Jurors at Wolverhampton Crown Court deliberated for around two hours before unanimously acquitting Williams, who told the jury he had consensual sex with the woman in the city in December 2016.
A jury of eight women and four men also cleared Williams’ tour manager, 32-year-old Jamien Nagadhana, of two sexual assault charges relating to the same woman.
The prosecution had alleged Williams, also 32, tried to have sex with the woman, who cannot be named, and then raped her when she returned to his hotel room to look for her belongings.
The singer, from Croydon, south London, told his nine-day hearing that he had a consensual encounter with the complainant, which ended in embarrassment when he was “unable to perform” sexually.
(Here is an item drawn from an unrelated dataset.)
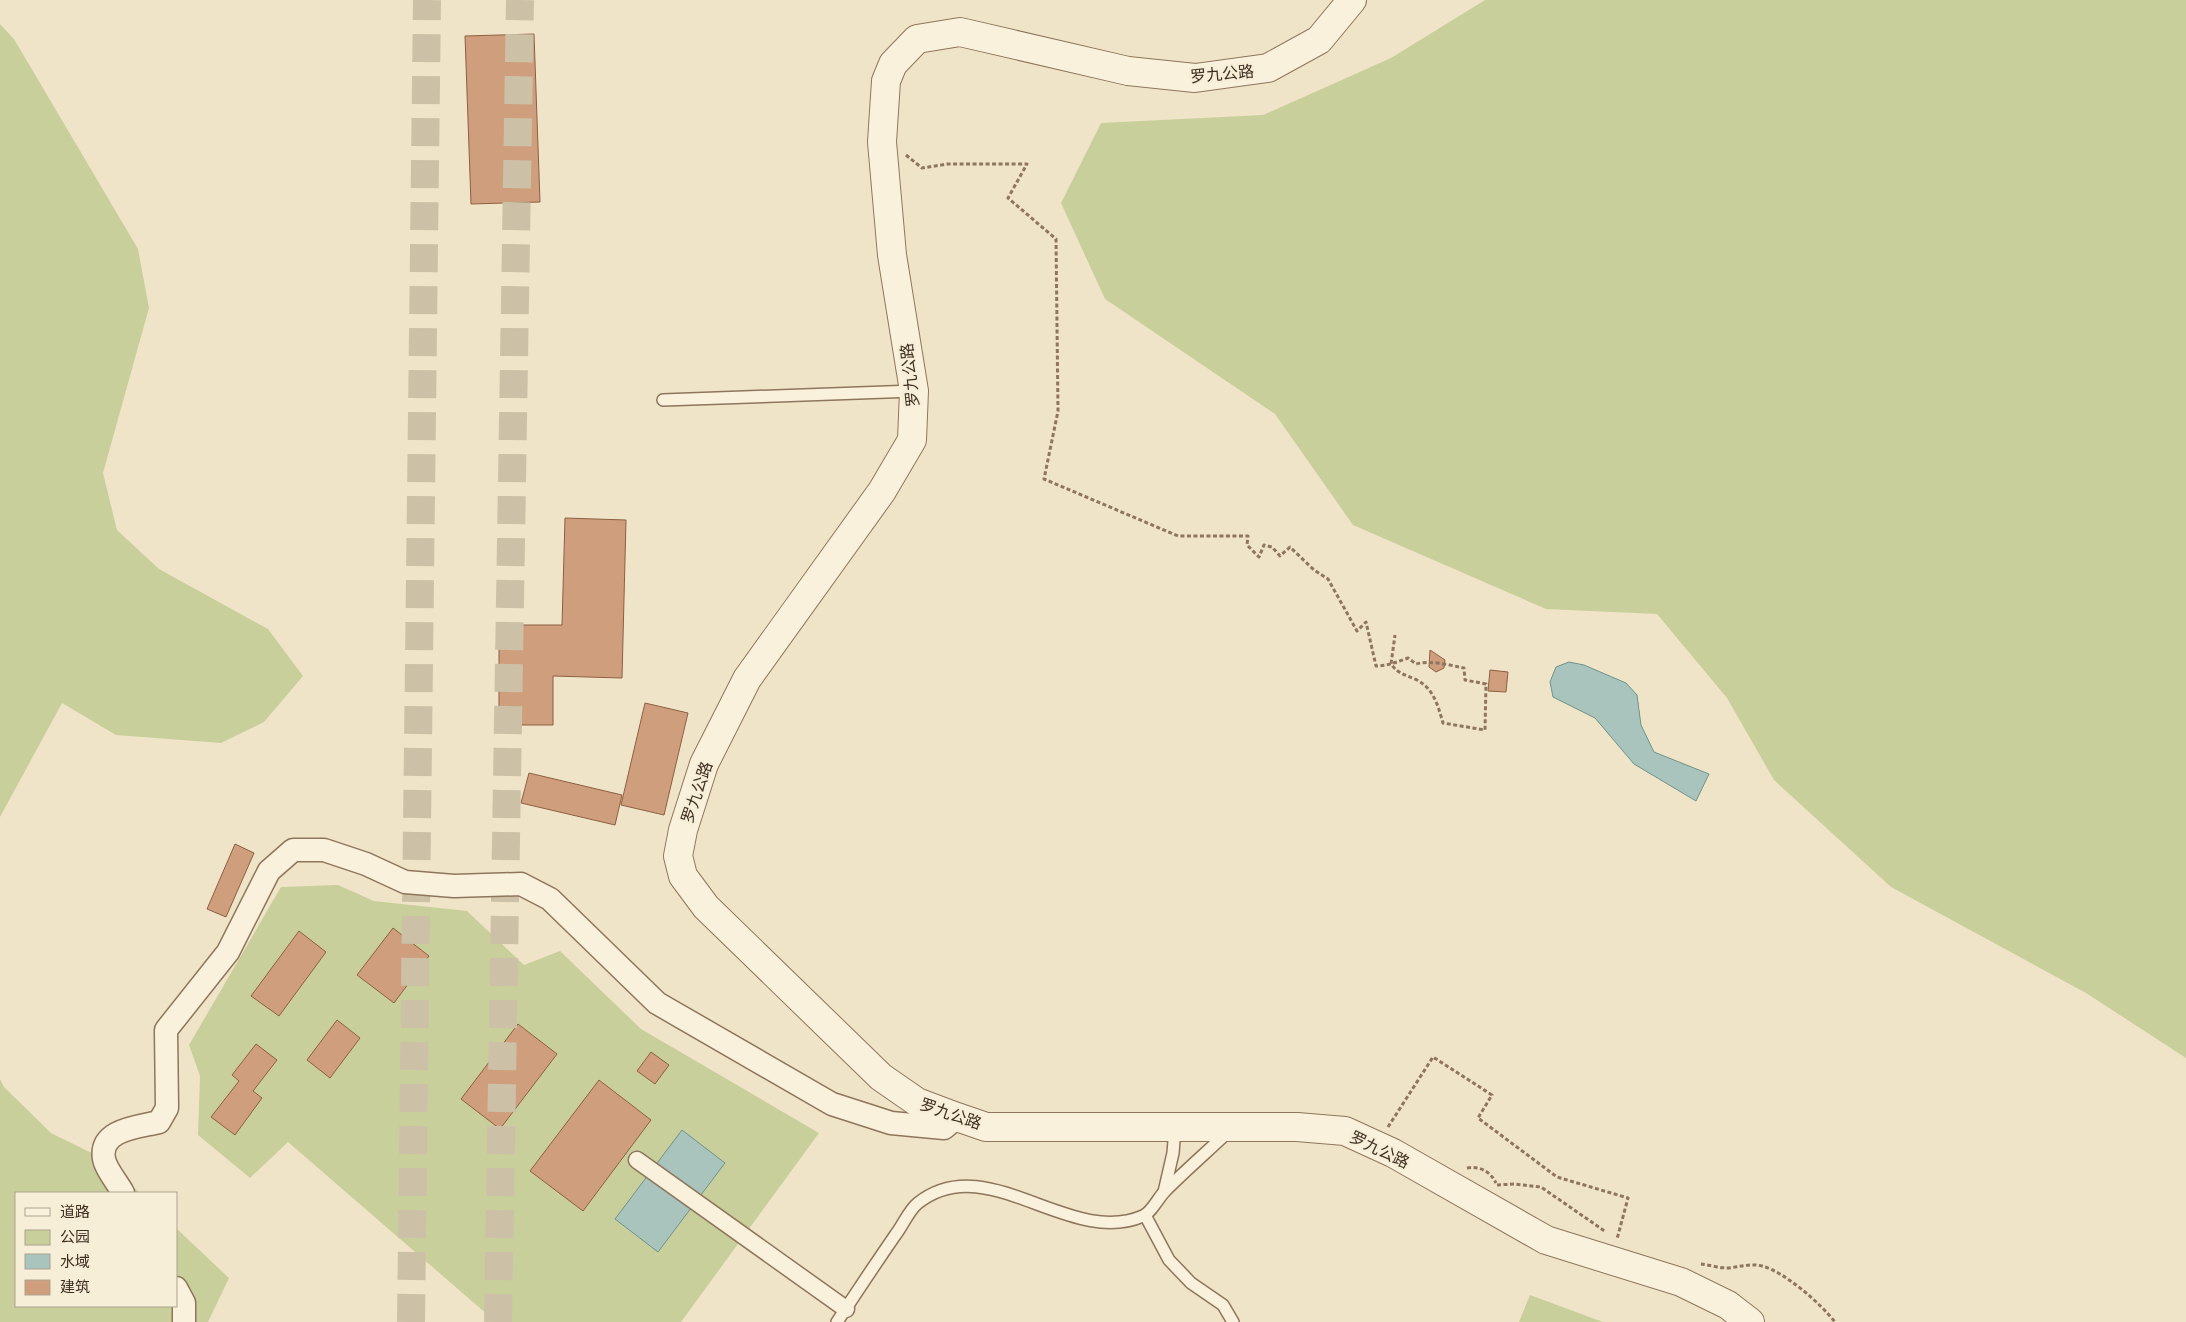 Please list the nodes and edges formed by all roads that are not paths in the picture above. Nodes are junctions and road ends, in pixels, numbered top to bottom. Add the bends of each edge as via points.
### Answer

The former boy band member’s defence lawyer suggested the woman’s complaint to police was influenced by the “extreme reaction” of her friend to being told of the consensual encounter.
Nagadhana, from Hounslow, west London, told the court he touched the woman in a bid to start a three-some, reasonably believing she was consenting.
The trial was told Williams had met the woman at a meet-and-greet event at a nightclub.
His barrister, Mark Cotter QC, claimed during his closing speech that the nightclubber had a selective memory around “tricky” aspects of her account.
Addressing jurors on the seventh day of the trial, Mr Cotter described the woman’s assertion that she could remember sitting on Williams’s lap at the club as “the understatement of the year”.
Referring to CCTV from the venue which showed “three-way” kissing and the complainant and two female friends behaving in a raunchy, sexual way, Mr Cotter said of the footage: “Right at the end (the alleged victim) is on top of Oritse Williams.
“When she and Oritse Williams are standing outside the club, you may think they look for all the world as though they are a couple.”
Concluding his speech, Mr Cotter said of the rape allegation: “There is no realistic answer as to why he would do it.
“There is plenty of evidence, we suggest, that something happened between them and that the description given to the police at the time (by the alleged victim) is not true and accurate.”
In his evidence, Williams said the woman had asked to spend the night with him and thanked him when they parted company.
The singer added that the woman had pulled him out of the nightclub after initiating a “highly sexually charged” display in the venue’s VIP area.
Saying he had got on very well with the woman and her friends at the club, he told the jury: “You don’t forget three girls ‘grinding’ you all at the same time – you don’t need CCTV footage to remind you of that.”
Williams declined to answer reporters’ questions as he left court.